#### What this task involves
Which lines in the records below contain the word "graph"? Report each of them.

#### Data excerpts
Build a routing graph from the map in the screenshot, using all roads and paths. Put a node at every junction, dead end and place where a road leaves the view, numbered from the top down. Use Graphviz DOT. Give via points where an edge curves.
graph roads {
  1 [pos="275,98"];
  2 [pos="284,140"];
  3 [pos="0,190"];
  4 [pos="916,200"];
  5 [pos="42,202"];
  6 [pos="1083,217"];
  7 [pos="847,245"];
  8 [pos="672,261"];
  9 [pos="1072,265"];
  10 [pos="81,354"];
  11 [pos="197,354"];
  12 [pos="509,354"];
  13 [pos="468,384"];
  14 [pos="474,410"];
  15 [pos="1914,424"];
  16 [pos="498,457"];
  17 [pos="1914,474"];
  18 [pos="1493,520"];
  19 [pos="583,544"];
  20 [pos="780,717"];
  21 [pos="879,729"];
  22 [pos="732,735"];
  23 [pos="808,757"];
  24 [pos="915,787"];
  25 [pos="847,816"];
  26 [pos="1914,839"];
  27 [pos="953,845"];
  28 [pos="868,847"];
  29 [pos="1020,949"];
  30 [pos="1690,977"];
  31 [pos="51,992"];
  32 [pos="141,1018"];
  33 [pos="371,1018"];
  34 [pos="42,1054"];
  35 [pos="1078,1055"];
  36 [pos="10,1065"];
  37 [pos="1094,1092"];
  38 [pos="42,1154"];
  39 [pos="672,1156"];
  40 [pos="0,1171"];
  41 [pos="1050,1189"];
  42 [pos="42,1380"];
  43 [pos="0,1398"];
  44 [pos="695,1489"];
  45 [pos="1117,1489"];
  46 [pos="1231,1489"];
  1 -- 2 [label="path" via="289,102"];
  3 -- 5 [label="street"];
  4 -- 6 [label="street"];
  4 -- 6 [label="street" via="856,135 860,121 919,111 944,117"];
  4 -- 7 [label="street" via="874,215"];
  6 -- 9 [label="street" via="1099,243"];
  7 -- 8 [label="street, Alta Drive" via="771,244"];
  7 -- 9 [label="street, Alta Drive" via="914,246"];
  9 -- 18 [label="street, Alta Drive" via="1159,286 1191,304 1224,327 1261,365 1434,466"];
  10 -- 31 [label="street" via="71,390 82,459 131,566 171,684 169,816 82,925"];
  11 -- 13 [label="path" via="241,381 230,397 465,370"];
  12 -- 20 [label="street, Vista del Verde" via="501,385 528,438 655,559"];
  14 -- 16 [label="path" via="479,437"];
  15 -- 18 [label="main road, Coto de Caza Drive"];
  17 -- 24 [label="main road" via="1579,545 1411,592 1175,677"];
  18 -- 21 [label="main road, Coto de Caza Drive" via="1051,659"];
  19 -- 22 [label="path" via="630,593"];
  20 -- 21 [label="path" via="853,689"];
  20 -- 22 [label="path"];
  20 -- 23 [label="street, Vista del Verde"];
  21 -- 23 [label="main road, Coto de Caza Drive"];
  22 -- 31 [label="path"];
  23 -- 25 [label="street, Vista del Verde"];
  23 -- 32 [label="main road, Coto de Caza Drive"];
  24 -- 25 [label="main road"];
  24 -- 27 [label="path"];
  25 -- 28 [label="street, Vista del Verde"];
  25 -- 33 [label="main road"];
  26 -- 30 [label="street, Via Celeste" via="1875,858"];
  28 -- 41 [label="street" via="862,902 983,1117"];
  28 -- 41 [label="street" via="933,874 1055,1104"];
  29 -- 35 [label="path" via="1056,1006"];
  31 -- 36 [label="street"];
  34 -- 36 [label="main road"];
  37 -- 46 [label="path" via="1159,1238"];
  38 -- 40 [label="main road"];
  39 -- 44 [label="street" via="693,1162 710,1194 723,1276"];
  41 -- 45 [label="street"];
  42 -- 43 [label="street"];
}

#### Exercise solution
Build a routing graph from the map in the screenshot, using all roads and paths. Put a node at every junction, dead end and place where a road leaves the view, numbered from the top down. Use Graphviz DOT. Give via points where an edge curves.
graph roads {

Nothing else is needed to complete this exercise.